▶ What you need to do
Please report how many lines in the data below contain "order". Nothing besides the number should be written.

====================

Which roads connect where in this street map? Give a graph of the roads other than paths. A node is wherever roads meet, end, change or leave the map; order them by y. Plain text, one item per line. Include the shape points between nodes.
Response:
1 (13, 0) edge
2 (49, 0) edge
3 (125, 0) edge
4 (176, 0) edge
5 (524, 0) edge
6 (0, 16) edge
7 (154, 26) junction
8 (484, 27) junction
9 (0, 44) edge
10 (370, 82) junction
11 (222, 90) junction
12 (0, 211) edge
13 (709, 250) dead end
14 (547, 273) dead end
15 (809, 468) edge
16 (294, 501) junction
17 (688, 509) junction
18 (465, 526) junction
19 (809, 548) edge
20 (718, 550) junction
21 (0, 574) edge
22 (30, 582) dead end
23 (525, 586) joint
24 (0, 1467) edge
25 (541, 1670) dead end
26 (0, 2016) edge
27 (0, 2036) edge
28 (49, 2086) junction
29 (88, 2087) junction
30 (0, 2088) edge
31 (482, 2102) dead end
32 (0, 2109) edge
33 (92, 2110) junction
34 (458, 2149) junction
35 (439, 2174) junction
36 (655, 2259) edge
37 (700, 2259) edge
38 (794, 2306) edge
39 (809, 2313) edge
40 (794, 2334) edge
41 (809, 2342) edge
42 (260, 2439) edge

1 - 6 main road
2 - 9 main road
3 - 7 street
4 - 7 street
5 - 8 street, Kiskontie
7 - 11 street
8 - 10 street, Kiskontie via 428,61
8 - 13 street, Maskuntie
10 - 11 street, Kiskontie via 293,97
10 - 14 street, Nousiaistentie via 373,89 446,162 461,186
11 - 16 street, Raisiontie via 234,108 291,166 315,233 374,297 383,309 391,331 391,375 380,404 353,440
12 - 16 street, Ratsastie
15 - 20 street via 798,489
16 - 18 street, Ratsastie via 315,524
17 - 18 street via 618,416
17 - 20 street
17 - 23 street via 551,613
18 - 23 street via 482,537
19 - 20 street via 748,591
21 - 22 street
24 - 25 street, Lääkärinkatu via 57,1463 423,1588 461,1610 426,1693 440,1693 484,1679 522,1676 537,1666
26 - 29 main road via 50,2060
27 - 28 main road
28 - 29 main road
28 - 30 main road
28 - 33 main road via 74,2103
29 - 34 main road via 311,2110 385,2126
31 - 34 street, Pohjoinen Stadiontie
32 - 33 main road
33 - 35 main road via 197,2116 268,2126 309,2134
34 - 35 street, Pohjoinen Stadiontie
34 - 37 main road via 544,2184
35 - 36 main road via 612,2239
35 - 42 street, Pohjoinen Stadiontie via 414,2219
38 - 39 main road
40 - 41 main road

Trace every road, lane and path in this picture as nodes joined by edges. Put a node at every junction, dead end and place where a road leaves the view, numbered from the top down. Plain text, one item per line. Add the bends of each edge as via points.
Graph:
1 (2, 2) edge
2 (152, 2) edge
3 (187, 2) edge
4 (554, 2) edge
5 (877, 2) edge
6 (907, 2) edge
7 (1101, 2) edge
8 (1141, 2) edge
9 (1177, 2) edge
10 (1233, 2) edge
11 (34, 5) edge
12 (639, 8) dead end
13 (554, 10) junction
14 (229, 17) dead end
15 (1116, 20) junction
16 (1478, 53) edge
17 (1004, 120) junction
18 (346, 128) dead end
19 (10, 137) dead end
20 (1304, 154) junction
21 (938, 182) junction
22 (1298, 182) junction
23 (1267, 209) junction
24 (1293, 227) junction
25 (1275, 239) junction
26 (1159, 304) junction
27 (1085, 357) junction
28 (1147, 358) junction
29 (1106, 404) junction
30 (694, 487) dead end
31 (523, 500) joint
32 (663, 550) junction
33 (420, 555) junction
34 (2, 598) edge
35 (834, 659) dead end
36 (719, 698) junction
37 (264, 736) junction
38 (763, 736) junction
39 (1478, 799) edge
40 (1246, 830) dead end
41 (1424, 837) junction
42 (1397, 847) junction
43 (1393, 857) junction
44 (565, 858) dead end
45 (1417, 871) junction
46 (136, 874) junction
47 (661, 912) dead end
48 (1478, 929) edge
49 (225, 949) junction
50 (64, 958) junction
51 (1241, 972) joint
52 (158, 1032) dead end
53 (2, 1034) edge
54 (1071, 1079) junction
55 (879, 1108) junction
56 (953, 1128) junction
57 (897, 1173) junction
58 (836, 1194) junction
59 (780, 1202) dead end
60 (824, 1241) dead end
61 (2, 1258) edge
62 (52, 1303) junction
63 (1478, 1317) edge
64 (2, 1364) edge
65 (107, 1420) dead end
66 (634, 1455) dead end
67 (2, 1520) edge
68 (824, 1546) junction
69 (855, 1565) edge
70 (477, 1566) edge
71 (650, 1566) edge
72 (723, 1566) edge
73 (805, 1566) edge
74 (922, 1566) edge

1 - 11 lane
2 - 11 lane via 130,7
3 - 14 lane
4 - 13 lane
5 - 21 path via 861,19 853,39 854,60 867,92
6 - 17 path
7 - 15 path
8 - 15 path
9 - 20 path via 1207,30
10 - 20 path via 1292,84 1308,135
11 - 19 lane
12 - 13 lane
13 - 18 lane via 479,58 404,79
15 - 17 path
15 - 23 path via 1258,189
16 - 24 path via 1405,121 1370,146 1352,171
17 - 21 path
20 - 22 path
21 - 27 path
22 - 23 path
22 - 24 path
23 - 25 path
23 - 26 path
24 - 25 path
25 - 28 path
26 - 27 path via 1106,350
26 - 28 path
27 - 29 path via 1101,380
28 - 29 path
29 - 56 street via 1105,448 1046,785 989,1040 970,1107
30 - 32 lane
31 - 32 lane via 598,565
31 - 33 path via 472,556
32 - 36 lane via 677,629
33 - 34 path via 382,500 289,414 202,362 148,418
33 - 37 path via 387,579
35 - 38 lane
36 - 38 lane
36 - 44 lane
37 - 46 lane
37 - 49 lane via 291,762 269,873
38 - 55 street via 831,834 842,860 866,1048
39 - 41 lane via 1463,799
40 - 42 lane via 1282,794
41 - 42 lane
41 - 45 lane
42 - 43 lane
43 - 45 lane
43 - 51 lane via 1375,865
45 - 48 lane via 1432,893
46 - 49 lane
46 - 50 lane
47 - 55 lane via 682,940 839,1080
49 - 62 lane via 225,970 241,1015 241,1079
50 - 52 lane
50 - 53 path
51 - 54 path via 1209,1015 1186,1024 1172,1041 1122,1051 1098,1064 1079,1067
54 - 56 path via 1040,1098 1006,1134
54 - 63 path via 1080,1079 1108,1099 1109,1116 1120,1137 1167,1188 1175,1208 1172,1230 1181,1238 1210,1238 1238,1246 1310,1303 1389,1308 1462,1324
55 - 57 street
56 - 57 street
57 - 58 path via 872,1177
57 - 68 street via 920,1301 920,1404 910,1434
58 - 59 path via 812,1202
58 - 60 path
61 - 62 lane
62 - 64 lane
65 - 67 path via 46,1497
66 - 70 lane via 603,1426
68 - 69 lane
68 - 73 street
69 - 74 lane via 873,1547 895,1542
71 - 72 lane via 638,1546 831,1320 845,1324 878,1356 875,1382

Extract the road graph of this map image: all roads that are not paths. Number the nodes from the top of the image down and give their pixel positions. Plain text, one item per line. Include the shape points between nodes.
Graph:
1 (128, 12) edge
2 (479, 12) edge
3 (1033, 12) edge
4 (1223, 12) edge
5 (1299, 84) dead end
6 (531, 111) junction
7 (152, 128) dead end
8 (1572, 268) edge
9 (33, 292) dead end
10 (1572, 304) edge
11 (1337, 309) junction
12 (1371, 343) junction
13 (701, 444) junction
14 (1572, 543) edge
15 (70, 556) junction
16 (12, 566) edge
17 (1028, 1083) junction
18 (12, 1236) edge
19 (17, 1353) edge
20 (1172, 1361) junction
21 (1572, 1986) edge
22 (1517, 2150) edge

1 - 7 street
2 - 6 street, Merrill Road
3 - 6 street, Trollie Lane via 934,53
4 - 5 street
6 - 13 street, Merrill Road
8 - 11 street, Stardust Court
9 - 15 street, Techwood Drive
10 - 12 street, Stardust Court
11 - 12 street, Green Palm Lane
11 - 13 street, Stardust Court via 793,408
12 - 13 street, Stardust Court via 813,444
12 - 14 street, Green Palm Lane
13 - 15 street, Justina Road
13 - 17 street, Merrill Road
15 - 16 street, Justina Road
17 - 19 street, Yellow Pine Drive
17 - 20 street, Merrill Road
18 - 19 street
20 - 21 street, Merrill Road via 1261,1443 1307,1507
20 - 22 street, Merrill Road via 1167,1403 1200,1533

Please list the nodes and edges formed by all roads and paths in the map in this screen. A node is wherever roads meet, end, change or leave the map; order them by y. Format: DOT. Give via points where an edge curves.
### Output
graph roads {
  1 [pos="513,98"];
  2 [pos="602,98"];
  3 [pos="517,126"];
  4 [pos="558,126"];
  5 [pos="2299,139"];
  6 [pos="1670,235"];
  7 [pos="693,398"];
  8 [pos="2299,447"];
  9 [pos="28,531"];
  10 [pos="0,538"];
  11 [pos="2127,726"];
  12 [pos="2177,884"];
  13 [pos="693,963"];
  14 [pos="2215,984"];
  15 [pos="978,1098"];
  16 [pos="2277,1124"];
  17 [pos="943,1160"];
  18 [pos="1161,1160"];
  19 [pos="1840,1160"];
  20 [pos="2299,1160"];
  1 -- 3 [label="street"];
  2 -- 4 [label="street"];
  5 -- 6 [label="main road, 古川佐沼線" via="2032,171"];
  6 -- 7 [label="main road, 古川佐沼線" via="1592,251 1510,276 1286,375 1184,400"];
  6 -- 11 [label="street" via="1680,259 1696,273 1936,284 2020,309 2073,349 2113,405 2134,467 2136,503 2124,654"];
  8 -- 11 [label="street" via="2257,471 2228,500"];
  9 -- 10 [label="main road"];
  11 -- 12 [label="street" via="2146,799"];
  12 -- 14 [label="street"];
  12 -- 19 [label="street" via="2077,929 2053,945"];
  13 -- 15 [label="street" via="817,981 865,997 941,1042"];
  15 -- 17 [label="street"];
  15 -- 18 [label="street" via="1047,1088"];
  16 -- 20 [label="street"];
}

====================

▶ Reply to the exercise
2